Now we needed smoother mechanics, combination of movements, and online speed selection for which we toiled hard and succeeded. We processed this technology in "Windows 98" which was no more in existence at the end of 2006. We again had to work with a new challenge. A newer version of Windows operating system made us to have a software which will work with any given system like Windows 98, Window 2000, Windows XP, and still further. The sophisticated headphone with the inbuilt software does not allow any command beyond 6 in distance from operator's mouth. It works in any "Noisy" atmosphere of the operation theatre and recognizes the voice accuretaly over 95% of the times.

Machine, Design, and Mechanism of SWARM

SWARM, developed by Swarup Robotic Research centre, consists of a compact camera holder robot by the side of the operation table (wheeled on the ground), and a control unit in the base cabin which contains the electricity supply, CPU that controls the robot and drivers of the motors. The robotic arm directly holds the endoscope to guide and move it in all 8 rays of directions. Four back-driveable motors are integrated, one motor is used to control the endoscope to move along its length (right/left), the second motor takes the arm in its perpendicular axis (up/down), and the third motor rotates the endoscope pan-tilt (zoom/back). Gears system is used to control the rotations. No cables or springs are used, as they can give way reducing their life and often needing a repair. The fourth motor can rotate an angled telescope in 270 degree axis.

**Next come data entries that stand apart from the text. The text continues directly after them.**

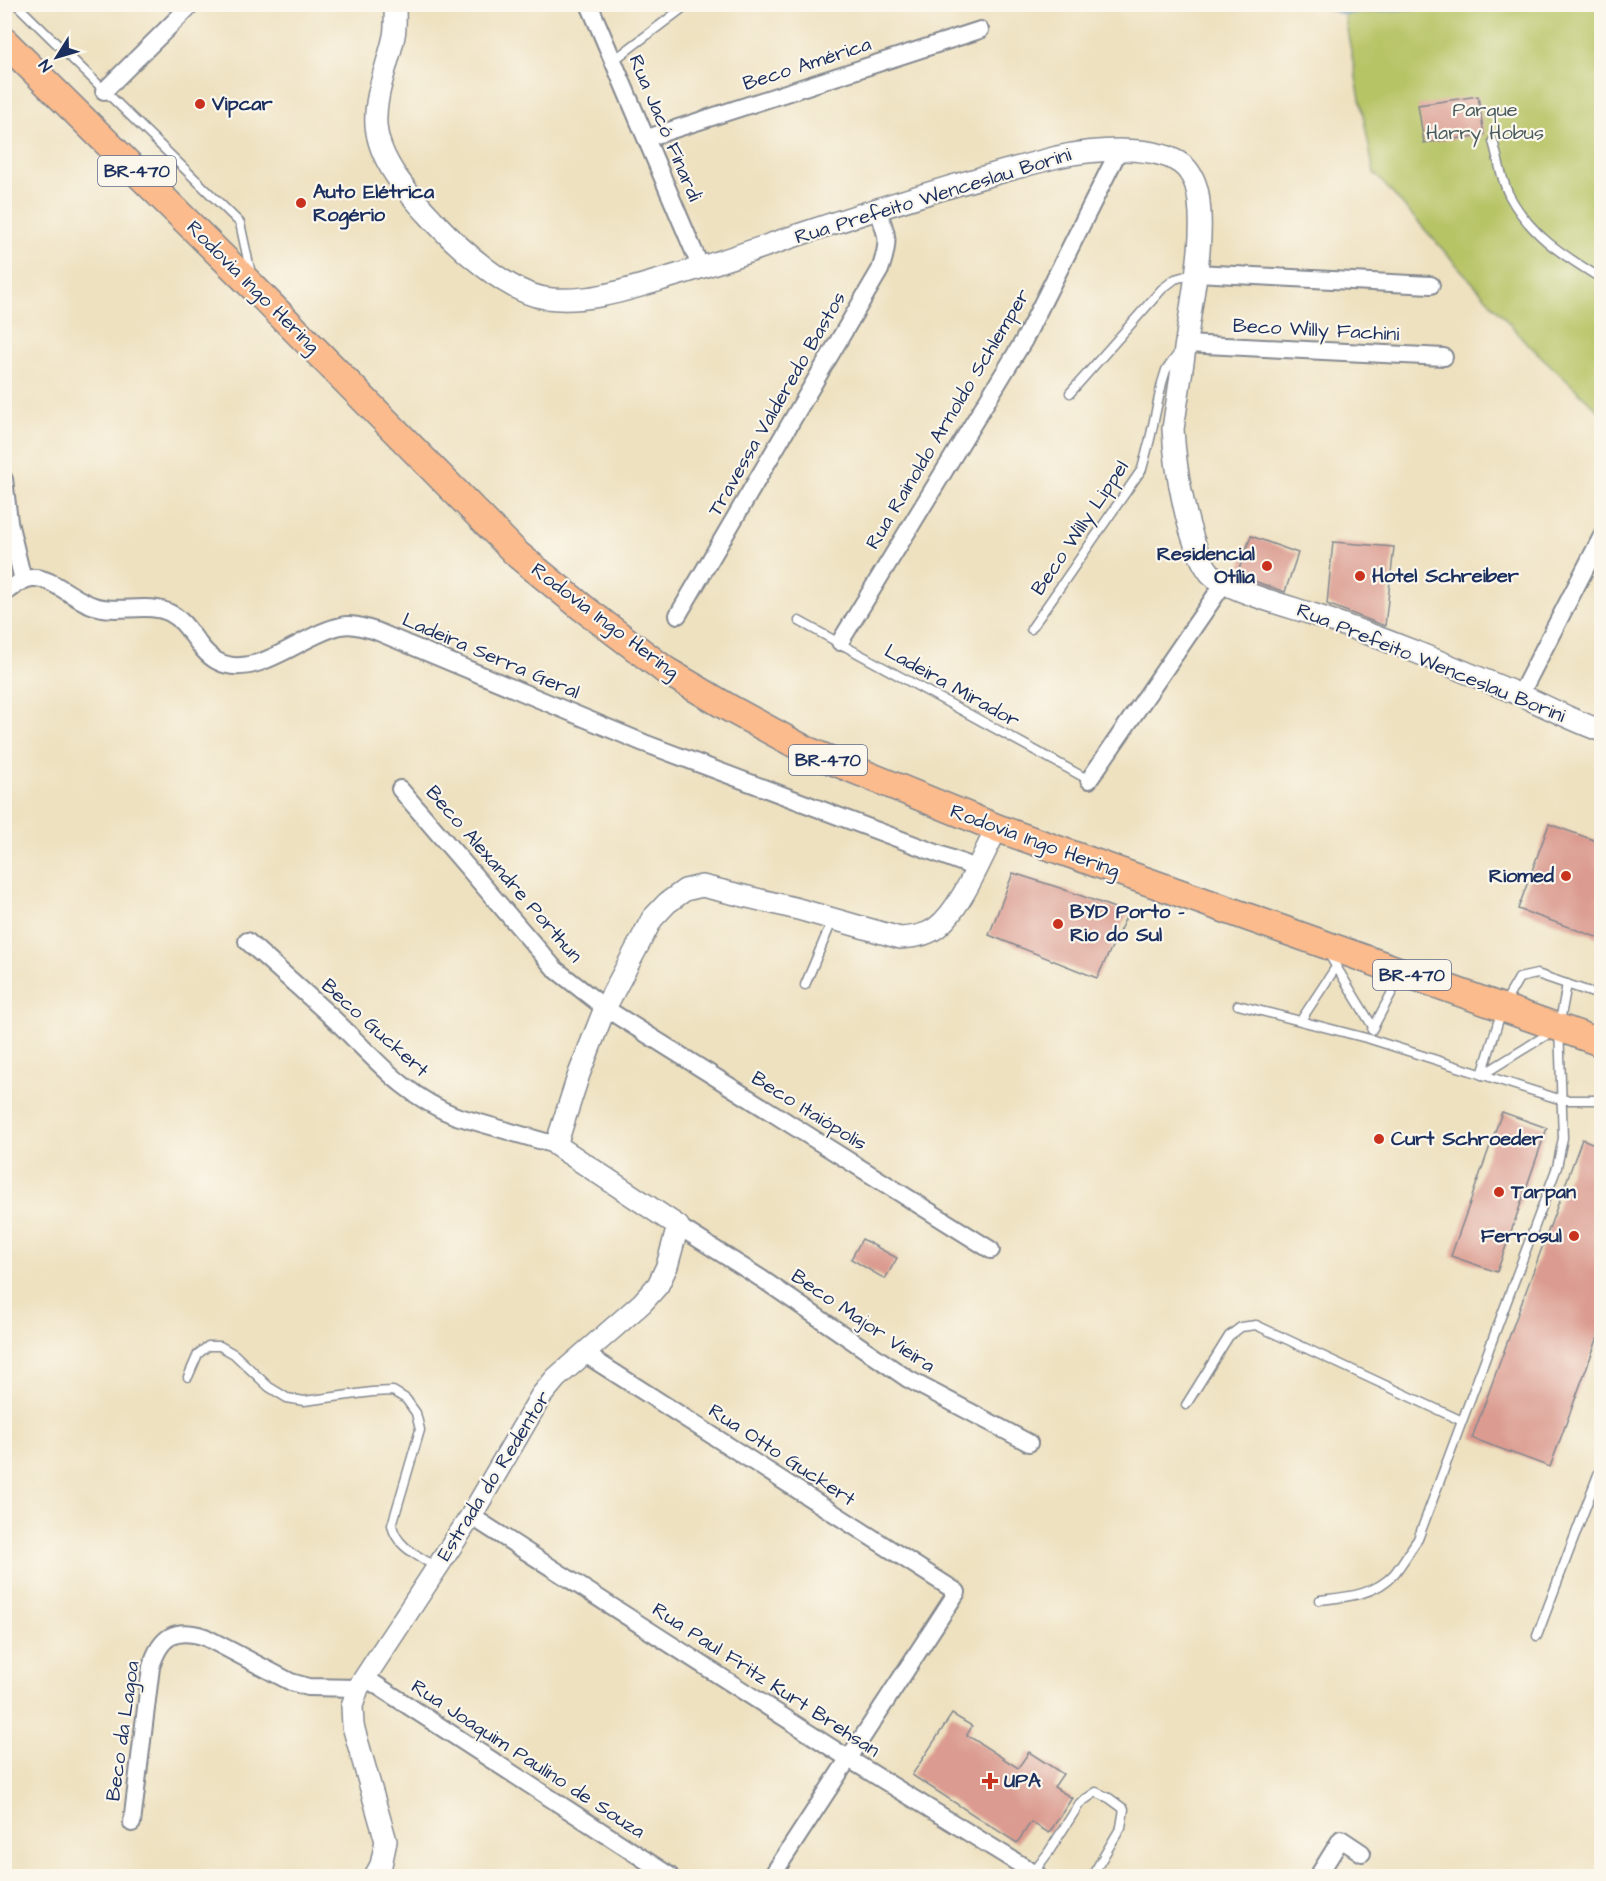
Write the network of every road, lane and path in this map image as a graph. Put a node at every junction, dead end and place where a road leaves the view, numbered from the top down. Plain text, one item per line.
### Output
1 (16, 4) edge
2 (192, 4) edge
3 (395, 4) edge
4 (589, 4) edge
5 (688, 4) edge
6 (980, 30) dead end
7 (4, 41) edge
8 (614, 60) junction
9 (104, 91) junction
10 (647, 138) junction
11 (1493, 141) dead end
12 (1119, 150) junction
13 (877, 209) junction
14 (701, 268) junction
15 (1196, 273) junction
16 (1602, 279) edge
17 (1431, 285) dead end
18 (253, 287) junction
19 (1186, 344) junction
20 (1444, 357) dead end
21 (1070, 393) dead end
22 (4, 479) edge
23 (1602, 536) edge
24 (23, 580) junction
25 (1224, 583) junction
26 (4, 593) edge
27 (678, 615) dead end
28 (799, 621) dead end
29 (1031, 629) dead end
30 (840, 642) junction
31 (1520, 695) junction
32 (1602, 731) edge
33 (1089, 780) joint
34 (400, 789) dead end
35 (997, 828) junction
36 (976, 868) junction
37 (833, 918) junction
38 (247, 941) dead end
39 (1322, 942) junction
40 (1336, 967) junction
41 (1403, 972) junction
42 (1567, 984) junction
43 (805, 985) dead end
44 (1602, 996) edge
45 (1238, 1005) dead end
46 (1503, 1006) junction
47 (605, 1008) junction
48 (1301, 1020) junction
49 (1373, 1027) junction
50 (1559, 1027) junction
51 (1370, 1039) junction
52 (1602, 1043) edge
53 (1482, 1075) junction
54 (1562, 1100) junction
55 (1602, 1100) edge
56 (556, 1145) junction
57 (678, 1226) junction
58 (991, 1250) dead end
59 (585, 1354) junction
60 (189, 1377) dead end
61 (1186, 1405) dead end
62 (1462, 1421) junction
63 (1029, 1443) dead end
64 (1602, 1464) edge
65 (471, 1516) junction
66 (437, 1567) junction
67 (1320, 1600) dead end
68 (1537, 1636) dead end
69 (361, 1682) junction
70 (849, 1759) junction
71 (132, 1823) dead end
72 (1362, 1853) dead end
73 (1036, 1875) edge
74 (375, 1876) edge
75 (670, 1876) edge
76 (772, 1876) edge
77 (1092, 1876) edge
78 (1318, 1876) edge

1 - 9 lane
2 - 9 street
3 - 14 street, Rua Prefeito Wenceslau Borini
4 - 8 street, Rua Jacó Finardi
5 - 8 lane
6 - 10 street, Beco América
7 - 18 highway, Rodovia Ingo Hering / BR-470
8 - 10 street, Rua Jacó Finardi
9 - 18 lane
10 - 14 street, Rua Jacó Finardi
11 - 16 lane
12 - 13 street, Rua Prefeito Wenceslau Borini
12 - 15 street, Rua Prefeito Wenceslau Borini
12 - 30 street, Rua Rainoldo Arnoldo Schlemper
13 - 14 street, Rua Prefeito Wenceslau Borini
13 - 27 street, Travessa Valderedo Bastos
15 - 17 street
15 - 19 street, Rua Prefeito Wenceslau Borini
15 - 21 lane
18 - 35 highway, Rodovia Ingo Hering / BR-470
19 - 20 street, Beco Willy Fachini
19 - 25 street, Rua Prefeito Wenceslau Borini
19 - 29 lane, Beco Willy Lippel
22 - 24 street
23 - 31 street
24 - 26 street
24 - 36 street, Ladeira Serra Geral
25 - 31 street, Rua Prefeito Wenceslau Borini
25 - 33 street
28 - 30 lane, Ladeira Mirador
30 - 33 lane, Ladeira Mirador
31 - 32 street, Rua Prefeito Wenceslau Borini
34 - 47 street, Beco Alexandre Porthun
35 - 36 street
35 - 39 highway, Rodovia Ingo Hering / BR-470
36 - 37 street
37 - 43 lane
37 - 47 street
38 - 56 street, Beco Guckert
39 - 40 lane
39 - 41 highway, Rodovia Ingo Hering / BR-470
40 - 48 lane
40 - 49 lane
41 - 46 highway, Rodovia Ingo Hering / BR-470
41 - 49 lane
42 - 44 lane
42 - 46 lane
42 - 50 lane
45 - 48 lane
46 - 50 highway, Rodovia Ingo Hering / BR-470
46 - 53 lane
47 - 56 street
47 - 58 street, Beco Itaiópolis
48 - 51 lane
49 - 51 lane
50 - 52 highway, Rodovia Ingo Hering / BR-470
50 - 53 lane
50 - 54 lane
51 - 53 lane
53 - 54 lane
54 - 55 lane
54 - 62 lane
56 - 57 street
57 - 59 street, Estrada do Redentor
57 - 63 street, Beco Major Vieira
59 - 65 street, Estrada do Redentor
59 - 70 street, Rua Otto Guckert
60 - 66 lane
61 - 62 lane
62 - 67 lane
64 - 68 lane
65 - 66 street, Estrada do Redentor
65 - 70 street, Rua Paul Fritz Kurt Brehsan
66 - 69 street, Estrada do Redentor
69 - 71 street, Beco da Lagoa
69 - 74 street, Estrada do Redentor
69 - 75 street, Rua Joaquim Paulino de Souza
70 - 73 street, Rua Paul Fritz Kurt Brehsan
70 - 76 street
72 - 78 street
73 - 77 lane

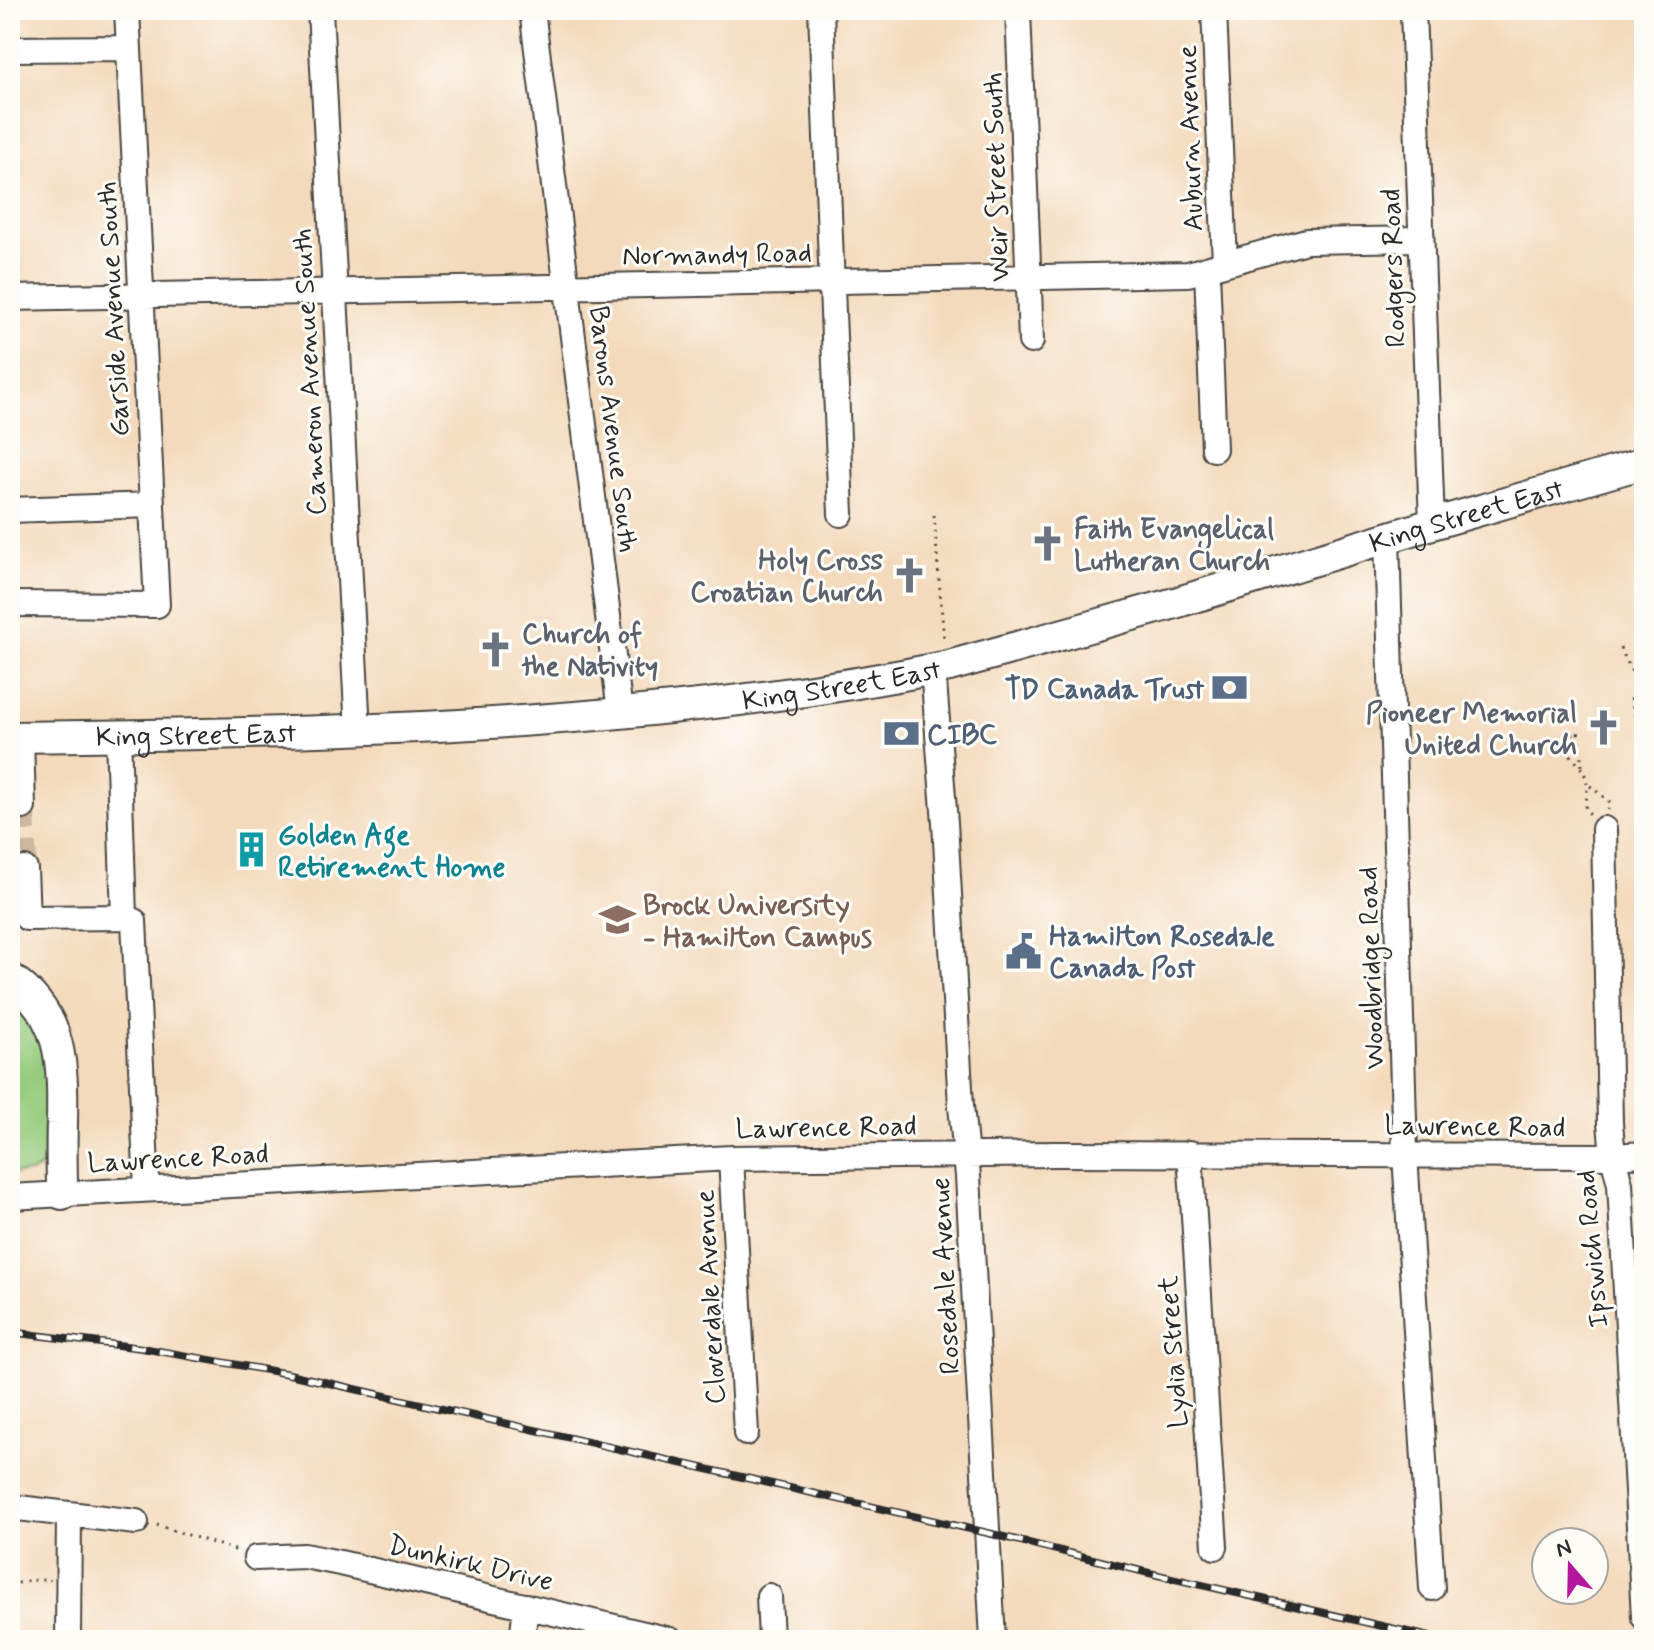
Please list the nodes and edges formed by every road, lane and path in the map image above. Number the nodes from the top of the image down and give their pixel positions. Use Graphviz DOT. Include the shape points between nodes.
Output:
graph roads {
  1 [pos="127,10"];
  2 [pos="320,10"];
  3 [pos="532,10"];
  4 [pos="821,10"];
  5 [pos="1018,10"];
  6 [pos="1214,10"];
  7 [pos="1413,10"];
  8 [pos="129,48"];
  9 [pos="10,49"];
  10 [pos="1421,239"];
  11 [pos="1216,267"];
  12 [pos="1029,279"];
  13 [pos="831,282"];
  14 [pos="566,285"];
  15 [pos="334,290"];
  16 [pos="142,295"];
  17 [pos="10,298"];
  18 [pos="1031,341"];
  19 [pos="1214,449"];
  20 [pos="1644,463"];
  21 [pos="152,505"];
  22 [pos="10,510"];
  23 [pos="841,514"];
  24 [pos="934,515"];
  25 [pos="1432,524"];
  26 [pos="1387,538"];
  27 [pos="10,604"];
  28 [pos="1620,648"];
  29 [pos="938,655"];
  30 [pos="620,712"];
  31 [pos="358,731"];
  32 [pos="118,735"];
  33 [pos="16,737"];
  34 [pos="1641,745"];
  35 [pos="1582,766"];
  36 [pos="1588,785"];
  37 [pos="23,807"];
  38 [pos="1604,829"];
  39 [pos="25,869"];
  40 [pos="124,917"];
  41 [pos="10,978"];
  42 [pos="1190,1153"];
  43 [pos="967,1154"];
  44 [pos="1405,1154"];
  45 [pos="1644,1154"];
  46 [pos="1613,1156"];
  47 [pos="731,1158"];
  48 [pos="147,1189"];
  49 [pos="62,1194"];
  50 [pos="10,1197"];
  51 [pos="746,1433"];
  52 [pos="10,1507"];
  53 [pos="69,1514"];
  54 [pos="136,1522"];
  55 [pos="1215,1547"];
  56 [pos="256,1558"];
  57 [pos="68,1581"];
  58 [pos="10,1585"];
  59 [pos="1432,1588"];
  60 [pos="769,1596"];
  61 [pos="526,1606"];
  62 [pos="1644,1617"];
  63 [pos="68,1640"];
  64 [pos="522,1640"];
  65 [pos="670,1640"];
  66 [pos="771,1640"];
  67 [pos="993,1640"];
  1 -- 8 [label="street, Garside Avenue South"];
  2 -- 15 [label="street, Cameron Avenue South"];
  3 -- 14 [label="street, Barons Avenue South"];
  4 -- 13 [label="street"];
  5 -- 12 [label="street, Weir Street South"];
  6 -- 11 [label="street, Auburn Avenue"];
  7 -- 10 [label="street, Rodgers Road"];
  8 -- 9 [label="street"];
  8 -- 16 [label="street, Garside Avenue South"];
  10 -- 11 [label="street, Normandy Road" via="1306,241"];
  10 -- 25 [label="street, Rodgers Road"];
  11 -- 12 [label="street, Normandy Road" via="1188,274"];
  11 -- 19 [label="street, Auburn Avenue"];
  12 -- 13 [label="street, Normandy Road"];
  12 -- 18 [label="street, Weir Street South"];
  13 -- 14 [label="street, Normandy Road"];
  13 -- 23 [label="street"];
  14 -- 15 [label="street, Normandy Road"];
  14 -- 30 [label="street, Barons Avenue South"];
  15 -- 16 [label="street, Normandy Road"];
  15 -- 31 [label="street, Cameron Avenue South"];
  16 -- 17 [label="street, Normandy Road"];
  16 -- 21 [label="street, Garside Avenue South"];
  20 -- 25 [label="main road, King Street East"];
  21 -- 22 [label="street"];
  21 -- 27 [label="street, Garside Avenue South" via="157,605"];
  24 -- 29 [label="path"];
  25 -- 26 [label="main road, King Street East"];
  26 -- 29 [label="main road, King Street East" via="1175,603"];
  26 -- 44 [label="street, Woodbridge Road"];
  28 -- 34 [label="path" via="1638,684 1631,697"];
  29 -- 30 [label="main road, King Street East" via="780,694"];
  29 -- 43 [label="street, Rosedale Avenue"];
  30 -- 31 [label="main road, King Street East"];
  31 -- 32 [label="main road, King Street East"];
  32 -- 33 [label="main road, King Street East"];
  32 -- 40 [label="street"];
  33 -- 37 [label="street"];
  35 -- 35 [label="path" via="1581,754 1578,731 1561,740"];
  35 -- 36 [label="path"];
  36 -- 38 [label="path" via="1585,809"];
  36 -- 38 [label="path" via="1609,801"];
  38 -- 46 [label="street, Ipswich Road"];
  39 -- 40 [label="street" via="27,918"];
  40 -- 48 [label="street" via="134,921"];
  41 -- 49 [label="main road" via="34,999 55,1032 63,1087"];
  42 -- 43 [label="street, Lawrence Road"];
  42 -- 44 [label="street, Lawrence Road"];
  42 -- 55 [label="street, Lydia Street"];
  43 -- 47 [label="street, Lawrence Road"];
  43 -- 67 [label="street, Rosedale Avenue"];
  44 -- 46 [label="street, Lawrence Road"];
  44 -- 59 [label="street, Woodbridge Road"];
  45 -- 46 [label="street, Lawrence Road"];
  46 -- 62 [label="street, Ipswich Road" via="1620,1184"];
  47 -- 48 [label="street, Lawrence Road"];
  47 -- 51 [label="street, Cloverdale Avenue"];
  48 -- 49 [label="street, Lawrence Road"];
  49 -- 50 [label="street, Lawrence Road"];
  52 -- 53 [label="street"];
  53 -- 54 [label="street"];
  53 -- 57 [label="street"];
  54 -- 56 [label="path"];
  56 -- 61 [label="street, Dunkirk Drive" via="304,1556"];
  57 -- 58 [label="path"];
  57 -- 63 [label="street"];
  60 -- 66 [label="street"];
  61 -- 64 [label="street"];
  61 -- 65 [label="street, Dunkirk Drive"];
}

SWARM has four ranges of movement: 120 degree rotation around the vertical axis, a 30 cm arm length for the vertical position, and 20 cm to cover horizontal journey, with 270 degree axial rotation. The base cabin contains a CPU with a Voice Recognition Software presently wired headphone assembly (wireless in near future) and a control box for the motors. Also driven by a foot pedal the arm works on regular electric current.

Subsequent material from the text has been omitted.